-- PROBLEM DETAILS --
Each entry below must appear in the answer exactly as written.

[Stored dataset items]
* * *

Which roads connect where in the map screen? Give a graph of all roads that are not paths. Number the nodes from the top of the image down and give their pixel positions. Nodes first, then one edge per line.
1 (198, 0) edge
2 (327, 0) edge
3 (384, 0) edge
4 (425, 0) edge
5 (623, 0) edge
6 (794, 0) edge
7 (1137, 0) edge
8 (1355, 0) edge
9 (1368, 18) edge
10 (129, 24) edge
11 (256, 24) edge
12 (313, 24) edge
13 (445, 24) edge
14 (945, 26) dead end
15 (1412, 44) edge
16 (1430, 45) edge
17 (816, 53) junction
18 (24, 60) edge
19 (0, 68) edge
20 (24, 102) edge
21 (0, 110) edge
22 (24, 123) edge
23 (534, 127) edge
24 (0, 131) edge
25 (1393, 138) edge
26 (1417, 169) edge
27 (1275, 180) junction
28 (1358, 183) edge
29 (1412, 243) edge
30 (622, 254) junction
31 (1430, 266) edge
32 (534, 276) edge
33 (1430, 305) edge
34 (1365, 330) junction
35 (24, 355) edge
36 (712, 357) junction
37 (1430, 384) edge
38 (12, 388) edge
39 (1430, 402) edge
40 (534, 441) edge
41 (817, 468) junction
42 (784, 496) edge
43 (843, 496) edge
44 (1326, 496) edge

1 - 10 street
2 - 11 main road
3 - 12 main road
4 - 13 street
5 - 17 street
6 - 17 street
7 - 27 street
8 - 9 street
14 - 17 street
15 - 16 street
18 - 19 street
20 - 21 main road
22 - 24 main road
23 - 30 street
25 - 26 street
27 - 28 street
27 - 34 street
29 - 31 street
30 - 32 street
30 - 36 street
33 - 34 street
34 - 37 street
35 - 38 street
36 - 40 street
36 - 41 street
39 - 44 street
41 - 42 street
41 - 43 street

* * *

-- RESULT --
Which roads connect where in the map screen? Give a graph of all roads that are not paths. Number the nodes from the top of the image down and give their pixel positions. Nodes first, then one edge per line.
1 (198, 0) edge
2 (327, 0) edge
3 (384, 0) edge
4 (425, 0) edge
5 (623, 0) edge
6 (794, 0) edge
7 (1137, 0) edge
8 (1355, 0) edge
9 (1368, 18) edge
10 (129, 24) edge
11 (256, 24) edge
12 (313, 24) edge
13 (445, 24) edge
14 (945, 26) dead end
15 (1412, 44) edge
16 (1430, 45) edge
17 (816, 53) junction
18 (24, 60) edge
19 (0, 68) edge
20 (24, 102) edge
21 (0, 110) edge
22 (24, 123) edge
23 (534, 127) edge
24 (0, 131) edge
25 (1393, 138) edge
26 (1417, 169) edge
27 (1275, 180) junction
28 (1358, 183) edge
29 (1412, 243) edge
30 (622, 254) junction
31 (1430, 266) edge
32 (534, 276) edge
33 (1430, 305) edge
34 (1365, 330) junction
35 (24, 355) edge
36 (712, 357) junction
37 (1430, 384) edge
38 (12, 388) edge
39 (1430, 402) edge
40 (534, 441) edge
41 (817, 468) junction
42 (784, 496) edge
43 (843, 496) edge
44 (1326, 496) edge

1 - 10 street
2 - 11 main road
3 - 12 main road
4 - 13 street
5 - 17 street
6 - 17 street
7 - 27 street
8 - 9 street
14 - 17 street
15 - 16 street
18 - 19 street
20 - 21 main road
22 - 24 main road
23 - 30 street
25 - 26 street
27 - 28 street
27 - 34 street
29 - 31 street
30 - 32 street
30 - 36 street
33 - 34 street
34 - 37 street
35 - 38 street
36 - 40 street
36 - 41 street
39 - 44 street
41 - 42 street
41 - 43 street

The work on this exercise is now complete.